| INSTRUCTIONS FOR THE TASK |
Each line that has the string "patternUnits" must be copied from the records below.

| PROVIDED DATA |
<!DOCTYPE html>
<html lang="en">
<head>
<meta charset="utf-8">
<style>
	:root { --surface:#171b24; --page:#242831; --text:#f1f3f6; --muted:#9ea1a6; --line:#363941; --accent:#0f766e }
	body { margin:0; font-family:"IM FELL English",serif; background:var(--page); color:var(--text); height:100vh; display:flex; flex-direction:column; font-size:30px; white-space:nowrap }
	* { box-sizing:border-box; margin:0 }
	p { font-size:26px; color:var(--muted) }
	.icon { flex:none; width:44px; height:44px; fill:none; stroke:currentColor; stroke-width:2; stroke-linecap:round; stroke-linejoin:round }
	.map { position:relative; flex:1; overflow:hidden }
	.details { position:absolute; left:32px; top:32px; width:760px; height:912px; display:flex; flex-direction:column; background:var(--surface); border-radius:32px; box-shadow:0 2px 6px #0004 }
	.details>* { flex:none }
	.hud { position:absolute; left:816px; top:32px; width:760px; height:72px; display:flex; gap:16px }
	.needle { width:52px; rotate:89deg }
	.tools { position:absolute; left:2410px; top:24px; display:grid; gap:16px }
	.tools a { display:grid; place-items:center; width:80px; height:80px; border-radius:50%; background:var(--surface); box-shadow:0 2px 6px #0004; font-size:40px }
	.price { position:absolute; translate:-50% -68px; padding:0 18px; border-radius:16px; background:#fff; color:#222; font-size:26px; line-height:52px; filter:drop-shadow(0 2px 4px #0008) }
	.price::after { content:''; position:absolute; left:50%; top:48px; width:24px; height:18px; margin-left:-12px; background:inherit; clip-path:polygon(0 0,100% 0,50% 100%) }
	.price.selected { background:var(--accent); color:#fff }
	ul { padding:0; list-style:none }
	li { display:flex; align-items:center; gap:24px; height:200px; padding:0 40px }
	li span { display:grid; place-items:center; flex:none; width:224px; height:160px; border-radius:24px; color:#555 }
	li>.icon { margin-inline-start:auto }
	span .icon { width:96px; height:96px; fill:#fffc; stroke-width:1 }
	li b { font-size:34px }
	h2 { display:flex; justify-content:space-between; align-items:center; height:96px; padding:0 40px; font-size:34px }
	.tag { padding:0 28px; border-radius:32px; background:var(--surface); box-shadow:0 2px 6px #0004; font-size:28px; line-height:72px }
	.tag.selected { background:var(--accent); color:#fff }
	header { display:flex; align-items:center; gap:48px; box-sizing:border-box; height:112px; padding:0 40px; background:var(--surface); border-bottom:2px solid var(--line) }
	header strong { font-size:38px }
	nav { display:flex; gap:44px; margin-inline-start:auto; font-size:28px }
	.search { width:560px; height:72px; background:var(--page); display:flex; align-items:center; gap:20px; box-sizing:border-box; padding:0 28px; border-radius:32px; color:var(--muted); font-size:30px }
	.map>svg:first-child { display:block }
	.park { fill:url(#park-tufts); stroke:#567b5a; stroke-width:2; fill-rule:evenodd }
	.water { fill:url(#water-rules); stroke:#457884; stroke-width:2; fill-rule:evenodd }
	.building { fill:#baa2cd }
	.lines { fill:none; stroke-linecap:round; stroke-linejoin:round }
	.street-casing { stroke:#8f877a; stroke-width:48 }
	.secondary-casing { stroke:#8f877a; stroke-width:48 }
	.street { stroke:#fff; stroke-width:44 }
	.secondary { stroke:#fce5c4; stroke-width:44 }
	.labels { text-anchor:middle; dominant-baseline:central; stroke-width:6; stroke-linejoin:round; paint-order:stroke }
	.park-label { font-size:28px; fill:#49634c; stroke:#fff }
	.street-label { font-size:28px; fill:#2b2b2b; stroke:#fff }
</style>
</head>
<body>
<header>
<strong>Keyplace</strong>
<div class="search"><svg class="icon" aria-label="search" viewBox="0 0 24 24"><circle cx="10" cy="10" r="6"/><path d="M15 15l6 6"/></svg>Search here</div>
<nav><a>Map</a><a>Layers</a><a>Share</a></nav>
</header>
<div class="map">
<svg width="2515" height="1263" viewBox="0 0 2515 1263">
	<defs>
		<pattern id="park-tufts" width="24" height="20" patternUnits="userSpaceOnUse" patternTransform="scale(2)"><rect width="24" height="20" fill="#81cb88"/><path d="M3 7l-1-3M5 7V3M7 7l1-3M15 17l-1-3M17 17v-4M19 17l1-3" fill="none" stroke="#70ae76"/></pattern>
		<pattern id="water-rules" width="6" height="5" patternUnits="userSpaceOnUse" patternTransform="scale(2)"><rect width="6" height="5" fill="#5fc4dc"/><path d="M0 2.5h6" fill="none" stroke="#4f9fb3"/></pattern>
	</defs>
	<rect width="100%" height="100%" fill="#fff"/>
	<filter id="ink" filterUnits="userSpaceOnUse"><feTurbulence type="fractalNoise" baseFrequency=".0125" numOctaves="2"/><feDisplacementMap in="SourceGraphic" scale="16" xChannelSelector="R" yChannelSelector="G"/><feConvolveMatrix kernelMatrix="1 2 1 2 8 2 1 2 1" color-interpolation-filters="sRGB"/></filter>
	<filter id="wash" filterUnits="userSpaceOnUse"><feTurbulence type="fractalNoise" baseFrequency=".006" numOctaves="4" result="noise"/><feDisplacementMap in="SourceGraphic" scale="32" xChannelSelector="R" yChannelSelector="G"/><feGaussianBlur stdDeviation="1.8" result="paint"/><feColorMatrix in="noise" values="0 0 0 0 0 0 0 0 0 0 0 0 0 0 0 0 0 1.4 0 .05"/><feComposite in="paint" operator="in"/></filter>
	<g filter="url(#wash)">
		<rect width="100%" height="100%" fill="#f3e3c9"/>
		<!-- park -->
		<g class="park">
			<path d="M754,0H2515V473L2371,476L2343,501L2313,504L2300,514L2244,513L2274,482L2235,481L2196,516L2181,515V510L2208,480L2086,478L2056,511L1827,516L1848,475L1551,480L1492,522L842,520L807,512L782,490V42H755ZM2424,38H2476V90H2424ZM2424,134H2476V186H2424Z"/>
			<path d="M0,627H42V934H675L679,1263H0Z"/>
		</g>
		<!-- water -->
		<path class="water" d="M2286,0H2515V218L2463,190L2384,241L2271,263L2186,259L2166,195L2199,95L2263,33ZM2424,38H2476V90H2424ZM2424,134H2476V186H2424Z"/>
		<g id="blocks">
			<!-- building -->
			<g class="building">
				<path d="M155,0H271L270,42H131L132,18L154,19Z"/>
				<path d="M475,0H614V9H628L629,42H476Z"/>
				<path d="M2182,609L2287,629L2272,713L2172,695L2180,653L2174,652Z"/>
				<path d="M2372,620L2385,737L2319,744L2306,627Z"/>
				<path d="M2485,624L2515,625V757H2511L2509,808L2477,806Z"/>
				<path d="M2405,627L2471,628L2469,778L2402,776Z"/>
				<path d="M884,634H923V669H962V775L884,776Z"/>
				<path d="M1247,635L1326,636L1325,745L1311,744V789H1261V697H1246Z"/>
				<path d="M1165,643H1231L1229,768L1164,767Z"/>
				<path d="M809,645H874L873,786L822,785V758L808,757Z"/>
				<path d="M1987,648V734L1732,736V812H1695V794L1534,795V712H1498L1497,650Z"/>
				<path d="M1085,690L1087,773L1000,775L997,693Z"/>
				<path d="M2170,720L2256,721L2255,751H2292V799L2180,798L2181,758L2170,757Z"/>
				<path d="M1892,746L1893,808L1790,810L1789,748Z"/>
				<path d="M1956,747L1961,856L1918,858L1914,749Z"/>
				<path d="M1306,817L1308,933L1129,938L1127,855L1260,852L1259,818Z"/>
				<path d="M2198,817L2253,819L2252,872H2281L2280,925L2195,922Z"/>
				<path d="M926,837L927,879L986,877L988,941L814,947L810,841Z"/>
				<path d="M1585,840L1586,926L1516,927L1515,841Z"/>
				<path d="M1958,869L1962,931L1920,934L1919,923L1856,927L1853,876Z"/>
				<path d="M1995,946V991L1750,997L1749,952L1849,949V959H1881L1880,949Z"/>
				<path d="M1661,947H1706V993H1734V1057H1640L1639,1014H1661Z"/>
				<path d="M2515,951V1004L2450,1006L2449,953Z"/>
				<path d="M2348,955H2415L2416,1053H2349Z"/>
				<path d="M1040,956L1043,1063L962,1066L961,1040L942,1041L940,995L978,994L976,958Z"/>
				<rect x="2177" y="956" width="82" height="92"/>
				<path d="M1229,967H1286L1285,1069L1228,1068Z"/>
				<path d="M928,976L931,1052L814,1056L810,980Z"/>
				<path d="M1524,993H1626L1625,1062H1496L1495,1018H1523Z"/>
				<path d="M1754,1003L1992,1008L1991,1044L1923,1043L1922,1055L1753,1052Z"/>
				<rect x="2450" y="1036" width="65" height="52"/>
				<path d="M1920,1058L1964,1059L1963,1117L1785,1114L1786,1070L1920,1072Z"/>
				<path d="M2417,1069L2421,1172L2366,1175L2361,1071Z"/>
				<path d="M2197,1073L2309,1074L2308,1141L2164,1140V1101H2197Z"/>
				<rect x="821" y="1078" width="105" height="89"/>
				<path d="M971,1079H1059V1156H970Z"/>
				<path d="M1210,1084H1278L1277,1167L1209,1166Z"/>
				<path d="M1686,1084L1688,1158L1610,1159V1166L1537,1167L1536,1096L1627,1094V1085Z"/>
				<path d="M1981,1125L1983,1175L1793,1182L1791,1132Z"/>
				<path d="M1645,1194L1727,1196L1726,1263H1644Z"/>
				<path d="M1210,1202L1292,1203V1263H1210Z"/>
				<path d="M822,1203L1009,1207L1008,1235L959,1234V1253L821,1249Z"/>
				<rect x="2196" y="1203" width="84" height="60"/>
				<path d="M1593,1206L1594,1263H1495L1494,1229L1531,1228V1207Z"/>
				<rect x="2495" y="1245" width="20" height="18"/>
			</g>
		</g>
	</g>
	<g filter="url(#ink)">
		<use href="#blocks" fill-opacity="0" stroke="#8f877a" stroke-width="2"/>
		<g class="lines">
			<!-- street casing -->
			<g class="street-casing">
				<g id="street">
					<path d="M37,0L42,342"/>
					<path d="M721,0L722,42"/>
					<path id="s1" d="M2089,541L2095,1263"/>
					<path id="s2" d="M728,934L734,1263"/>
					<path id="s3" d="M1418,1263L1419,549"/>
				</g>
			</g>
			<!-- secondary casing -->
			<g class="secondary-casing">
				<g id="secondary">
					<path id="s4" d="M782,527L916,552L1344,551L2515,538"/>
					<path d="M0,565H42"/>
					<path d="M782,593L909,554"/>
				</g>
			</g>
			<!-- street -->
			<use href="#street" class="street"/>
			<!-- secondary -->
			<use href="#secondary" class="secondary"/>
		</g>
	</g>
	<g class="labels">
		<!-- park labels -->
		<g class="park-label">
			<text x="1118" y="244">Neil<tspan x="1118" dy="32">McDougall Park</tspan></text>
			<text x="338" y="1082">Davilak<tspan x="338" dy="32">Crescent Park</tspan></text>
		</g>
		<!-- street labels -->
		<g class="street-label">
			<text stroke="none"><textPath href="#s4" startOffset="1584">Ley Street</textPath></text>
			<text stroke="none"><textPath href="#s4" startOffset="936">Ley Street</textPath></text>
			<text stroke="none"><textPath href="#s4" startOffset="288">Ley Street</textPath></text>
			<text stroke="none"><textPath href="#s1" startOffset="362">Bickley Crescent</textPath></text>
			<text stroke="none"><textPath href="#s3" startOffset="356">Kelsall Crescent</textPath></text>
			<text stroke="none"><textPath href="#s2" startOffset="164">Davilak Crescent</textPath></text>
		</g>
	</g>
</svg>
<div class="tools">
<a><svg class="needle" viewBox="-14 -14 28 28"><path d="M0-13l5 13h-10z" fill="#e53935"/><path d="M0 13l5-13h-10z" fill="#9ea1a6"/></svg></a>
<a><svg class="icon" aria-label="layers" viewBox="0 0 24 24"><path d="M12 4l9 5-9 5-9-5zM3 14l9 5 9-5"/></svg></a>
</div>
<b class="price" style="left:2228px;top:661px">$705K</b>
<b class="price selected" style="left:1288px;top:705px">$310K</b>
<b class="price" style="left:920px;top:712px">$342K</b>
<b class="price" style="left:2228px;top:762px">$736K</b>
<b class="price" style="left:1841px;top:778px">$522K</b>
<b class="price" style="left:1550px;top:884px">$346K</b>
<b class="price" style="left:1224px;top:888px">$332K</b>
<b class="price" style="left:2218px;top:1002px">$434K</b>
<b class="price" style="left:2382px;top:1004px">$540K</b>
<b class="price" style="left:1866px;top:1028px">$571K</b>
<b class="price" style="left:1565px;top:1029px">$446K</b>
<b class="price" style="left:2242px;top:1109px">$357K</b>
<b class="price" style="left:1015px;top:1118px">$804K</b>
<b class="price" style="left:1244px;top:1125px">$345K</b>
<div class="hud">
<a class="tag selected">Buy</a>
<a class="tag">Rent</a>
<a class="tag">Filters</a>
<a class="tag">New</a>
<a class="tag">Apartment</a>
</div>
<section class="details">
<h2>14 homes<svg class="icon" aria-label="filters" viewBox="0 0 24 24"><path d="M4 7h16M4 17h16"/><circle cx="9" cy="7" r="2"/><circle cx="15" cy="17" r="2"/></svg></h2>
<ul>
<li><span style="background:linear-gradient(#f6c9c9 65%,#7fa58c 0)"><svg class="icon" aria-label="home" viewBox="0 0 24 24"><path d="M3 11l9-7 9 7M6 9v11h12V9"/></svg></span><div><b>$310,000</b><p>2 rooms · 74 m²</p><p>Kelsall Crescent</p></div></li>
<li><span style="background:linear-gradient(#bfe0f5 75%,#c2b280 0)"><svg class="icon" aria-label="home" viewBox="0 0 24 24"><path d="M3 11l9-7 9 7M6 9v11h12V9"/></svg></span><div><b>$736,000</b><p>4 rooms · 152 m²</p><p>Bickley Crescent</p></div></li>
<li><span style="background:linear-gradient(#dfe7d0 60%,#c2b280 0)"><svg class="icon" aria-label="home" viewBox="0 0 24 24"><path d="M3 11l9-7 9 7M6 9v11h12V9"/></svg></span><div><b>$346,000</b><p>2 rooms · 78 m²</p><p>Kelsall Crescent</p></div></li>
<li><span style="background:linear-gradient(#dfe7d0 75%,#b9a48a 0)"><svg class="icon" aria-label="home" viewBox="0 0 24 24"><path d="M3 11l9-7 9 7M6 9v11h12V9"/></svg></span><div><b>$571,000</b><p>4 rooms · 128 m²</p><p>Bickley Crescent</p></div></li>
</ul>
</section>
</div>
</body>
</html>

| TASK OUTPUT |
		<pattern id="park-tufts" width="24" height="20" patternUnits="userSpaceOnUse" patternTransform="scale(2)"><rect width="24" height="20" fill="#81cb88"/><path d="M3 7l-1-3M5 7V3M7 7l1-3M15 17l-1-3M17 17v-4M19 17l1-3" fill="none" stroke="#70ae76"/></pattern>
		<pattern id="water-rules" width="6" height="5" patternUnits="userSpaceOnUse" patternTransform="scale(2)"><rect width="6" height="5" fill="#5fc4dc"/><path d="M0 2.5h6" fill="none" stroke="#4f9fb3"/></pattern>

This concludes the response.